La notizia è di quelle che non passano sotto traccia nei dintorni della Casa Bianca, anche se Donald Trump è parecchio impegnato nel coordinare i suoi tweet presidenziali con l’attacco militare alla Siria. Per la prima volta la maratona di Boston, la più antica al mondo con oltre 120 edizioni, fino a 45 anni fa riservata solo al sesso maschile, consegna il numero di gara anche alle persone transgender così da poter competere nelle categorie maschile o femminile secondo il genere con cui si identificano.

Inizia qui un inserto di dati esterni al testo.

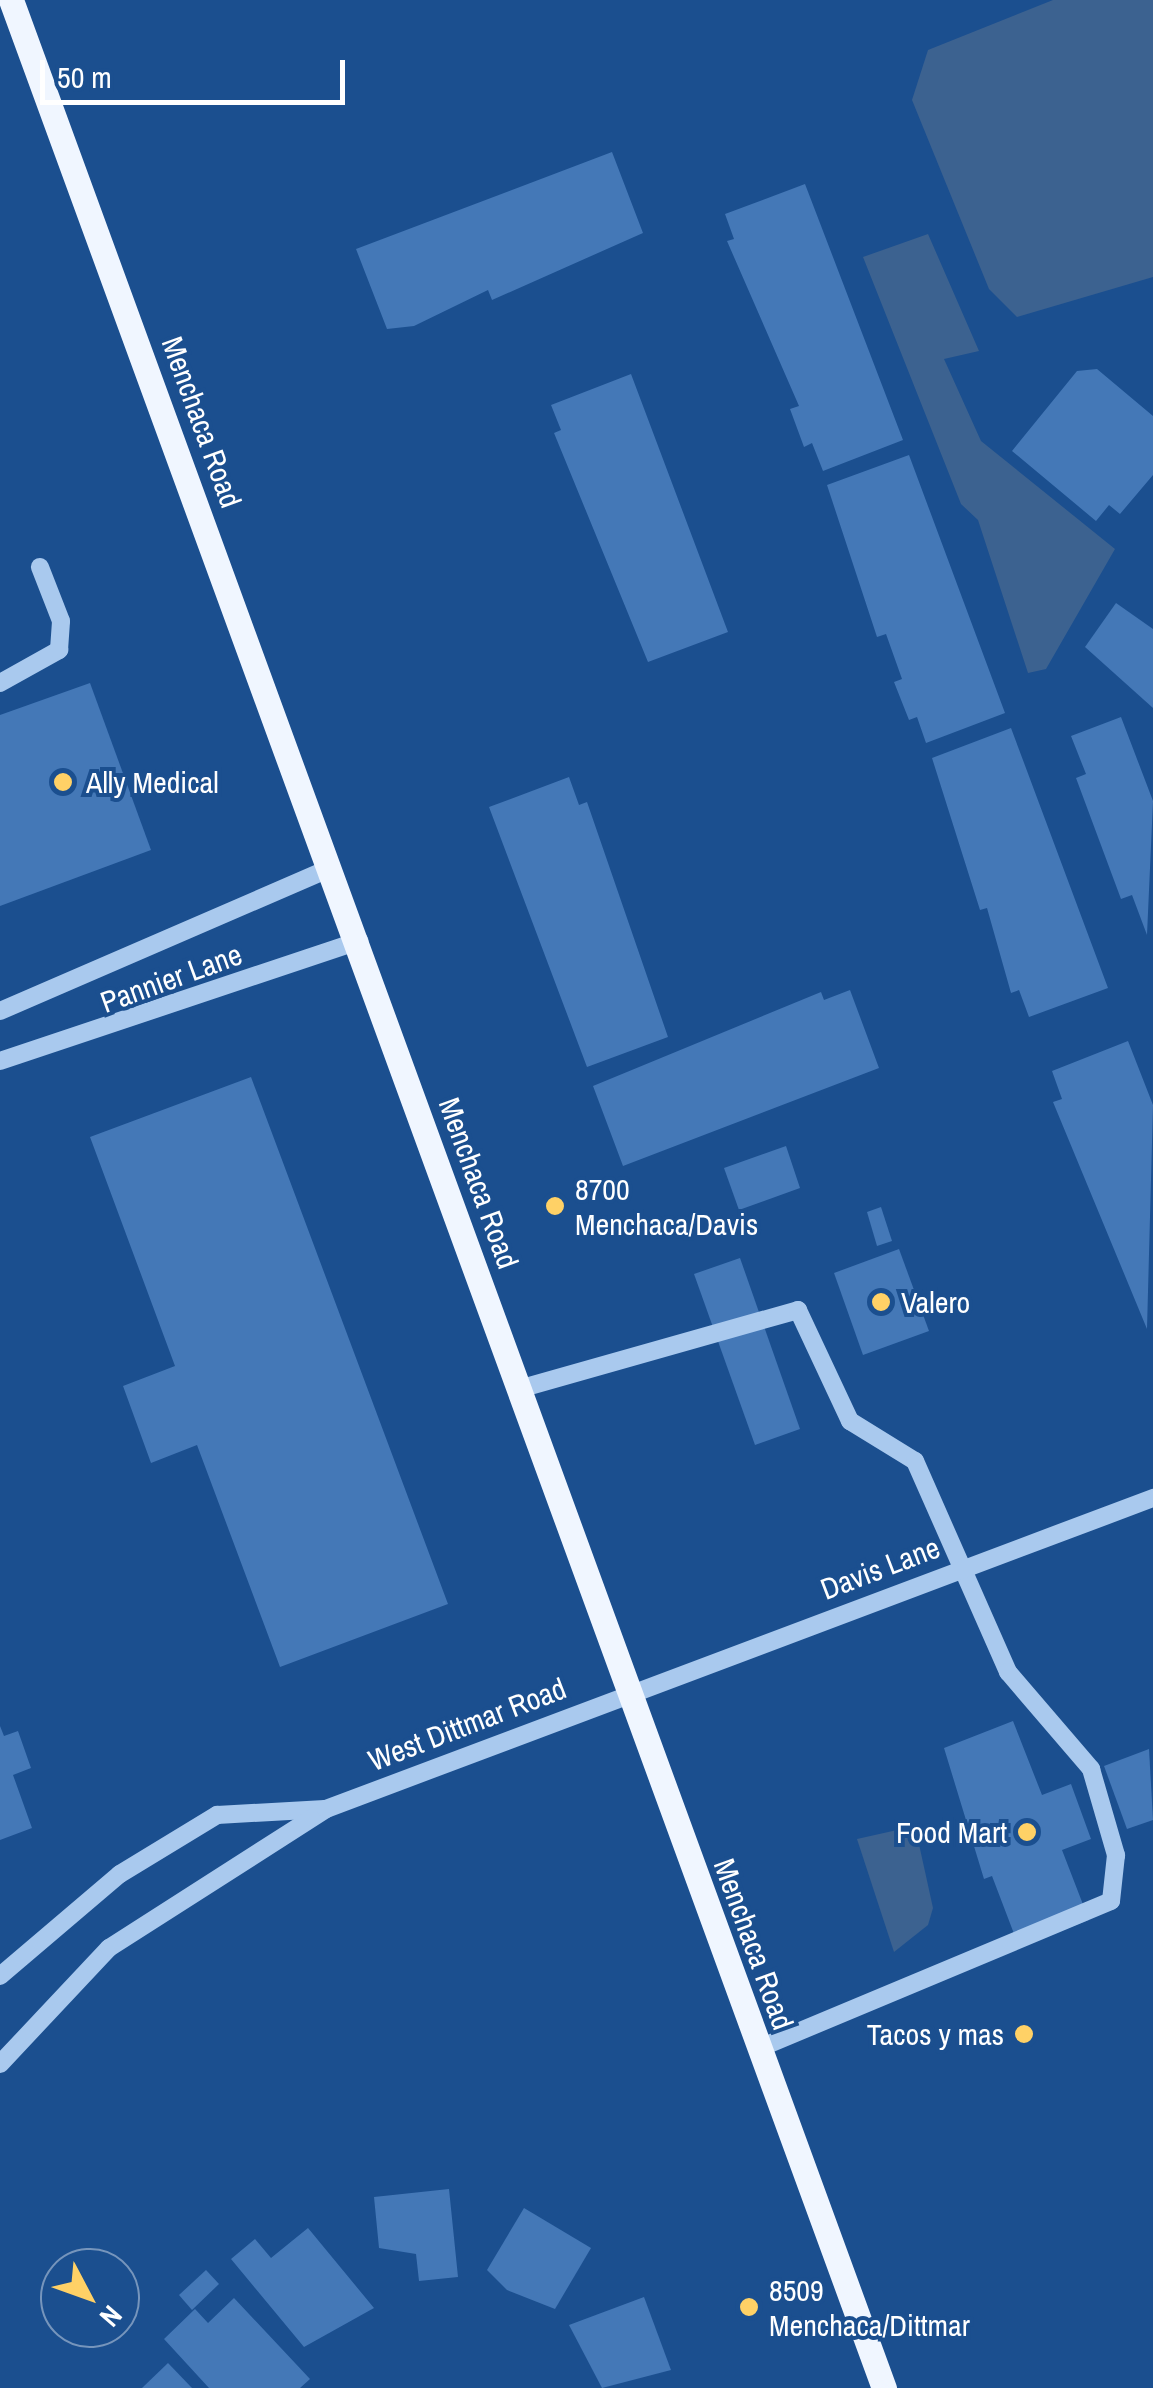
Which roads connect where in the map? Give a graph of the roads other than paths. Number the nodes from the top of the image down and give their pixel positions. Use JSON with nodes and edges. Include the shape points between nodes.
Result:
{"nodes":[{"id":1,"x":11,"y":0,"type":"edge"},
{"id":2,"x":40,"y":567,"type":"dead end"},
{"id":3,"x":0,"y":682,"type":"edge"},
{"id":4,"x":331,"y":868,"type":"junction"},
{"id":5,"x":359,"y":941,"type":"junction"},
{"id":6,"x":0,"y":1010,"type":"edge"},
{"id":7,"x":0,"y":1060,"type":"edge"},
{"id":8,"x":518,"y":1389,"type":"junction"},
{"id":9,"x":1153,"y":1498,"type":"edge"},
{"id":10,"x":963,"y":1565,"type":"junction"},
{"id":11,"x":628,"y":1693,"type":"junction"},
{"id":12,"x":326,"y":1808,"type":"junction"},
{"id":13,"x":0,"y":1976,"type":"edge"},
{"id":14,"x":758,"y":2049,"type":"junction"},
{"id":15,"x":0,"y":2064,"type":"edge"},
{"id":16,"x":884,"y":2388,"type":"edge"}],
"edges":[{"from":1,"to":4,"type":"main road","name":"Menchaca Road"},
{"from":2,"to":3,"type":"street","via":[[61,621],[59,650]]},
{"from":4,"to":5,"type":"main road","name":"Menchaca Road"},
{"from":4,"to":6,"type":"street","name":"Pannier Lane"},
{"from":5,"to":7,"type":"street","name":"Pannier Lane"},
{"from":5,"to":8,"type":"main road","name":"Menchaca Road"},
{"from":8,"to":10,"type":"street","via":[[798,1310],[850,1422],[915,1462]]},
{"from":8,"to":11,"type":"main road","name":"Menchaca Road"},
{"from":9,"to":10,"type":"street","name":"Davis Lane"},
{"from":10,"to":11,"type":"street","name":"Davis Lane"},
{"from":10,"to":14,"type":"street","via":[[1008,1672],[1091,1769],[1116,1855],[1111,1901]]},
{"from":11,"to":12,"type":"street","name":"West Dittmar Road"},
{"from":11,"to":14,"type":"main road","name":"Menchaca Road"},
{"from":12,"to":13,"type":"street","name":"West Dittmar Road","via":[[216,1815],[120,1874]]},
{"from":12,"to":15,"type":"street","name":"West Dittmar Road","via":[[110,1948]]},
{"from":14,"to":16,"type":"main road","name":"Menchaca Road"}]}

E sono cinque finora iscritti – si corre il 16 aprile -, mentre nel recente passato c’è stato qualche atleta che ha preferito correre sotto pseudonimo, oppure senza iscriversi, mentre molti altri: «avevano troppa paura di provare», ha riferito alla stampa americana Amelia Gapin, transgender di Jersey City, che sarà al via in Massachusetts. «Ci limitiamo semplicemente a inserire nelle liste gli atleti così come si specificano – ha detto Tom Grilk, presidente dell’ente organizzatore della maratona, Boston Atheltic Association, i membri della comunità Lgbt hanno subito troppe discriminazioni nel corso degli anni e preferiremmo non aggiungere anche questo peso».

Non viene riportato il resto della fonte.